Background technique
Survival rate is less than 20% after Lung metastases occur for osteosarcoma, poor prognosis.But it is sent out since osteosarcoma with lung shifts early stage
Existing difficulty, biopsy extraction is difficult, there are the reasons such as heterogeneity for Pulmonary metastasis focuses, and clinic is for metastatic bone sarcoma molecular target at present
Detection there is no effective ways.This research is quasi- to be explored by external, experiment in vivo based on the sequencing detection of outer vesica (EV) transcript profile
A possibility that mutation of osteosarcoma with lung metastasis related gene and molecular target.
Excretion body (exosome) is the vesica corpusculum secreted by a variety of living cells, wherein a variety of containing protein and RNA etc.
Key component, excretion body plays an important role in a variety of physiology and pathologic process, including malignant tumour.
Chinese patent literature CN107144688A discloses CD19 positive excretion body as molecular labeling and examines in preparation tumour
Application in disconnected kit.Chinese patent literature CN107119015A discloses a kind of excretion body in the drug of preparation treatment lung cancer
In application.
Summary of the invention
The purpose of the present invention is aiming at the shortcomings in the prior art, provide a kind of diagnostic kit of osteosarcoma with lung transfer.

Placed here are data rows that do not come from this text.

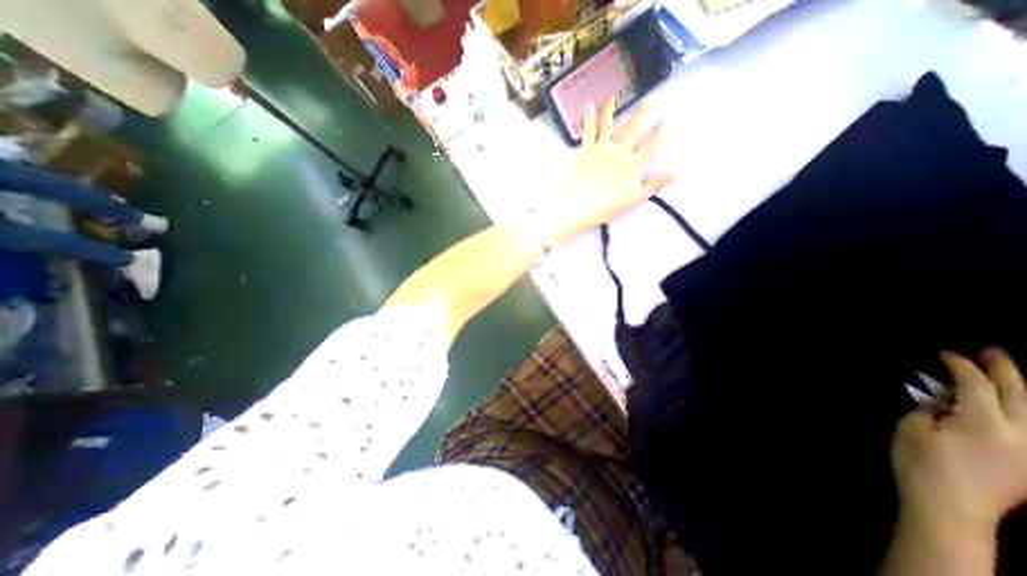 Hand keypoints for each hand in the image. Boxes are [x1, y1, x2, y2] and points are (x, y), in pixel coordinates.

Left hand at [539, 96, 674, 245]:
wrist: (580, 206)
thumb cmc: (608, 206)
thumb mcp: (635, 199)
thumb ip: (655, 184)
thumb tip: (677, 173)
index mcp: (633, 164)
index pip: (651, 144)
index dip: (660, 132)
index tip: (667, 120)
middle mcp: (619, 151)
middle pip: (633, 128)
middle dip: (643, 112)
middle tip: (651, 99)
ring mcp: (601, 149)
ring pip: (609, 124)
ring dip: (612, 109)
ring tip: (614, 96)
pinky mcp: (585, 151)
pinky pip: (588, 131)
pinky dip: (589, 118)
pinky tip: (589, 106)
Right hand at [891, 346, 1026, 530]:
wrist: (950, 508)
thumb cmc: (921, 462)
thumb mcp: (912, 428)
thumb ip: (930, 409)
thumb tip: (943, 399)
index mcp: (983, 422)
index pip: (976, 384)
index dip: (960, 366)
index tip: (946, 354)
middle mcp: (1020, 434)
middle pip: (1019, 395)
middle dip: (1004, 371)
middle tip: (993, 352)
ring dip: (1018, 391)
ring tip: (1003, 375)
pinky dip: (1019, 410)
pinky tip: (1006, 406) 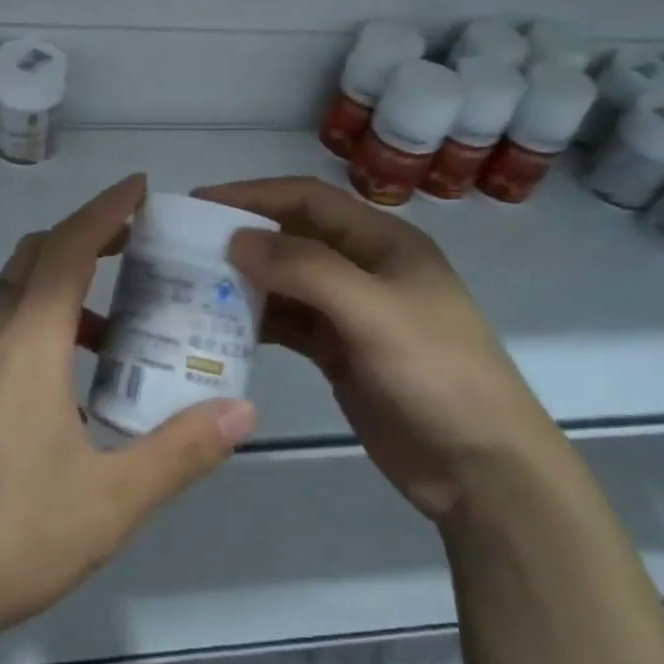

Second object of the present invention is to provide a kind of based on blood circulation excretion body RNA detection osteosarcoma with lung transfer phase
Correlation gene mutation and the assortment of genes of drug target.
To achieve the above object, the technical solution adopted by the present invention is that:MRNA expresses ratio conduct in extracellular vesica RNA
Application of the diagnosis marker in the diagnostic kit of preparation detection bone and flesh tumor metastasis.
Diagnosis of the mRNA mutant proportion as diagnosis marker in preparation detection bone and flesh tumor metastasis tries in extracellular vesica RNA
Application in agent box.
Further, the bone and flesh tumor metastasis is osteosarcoma with lung transfer.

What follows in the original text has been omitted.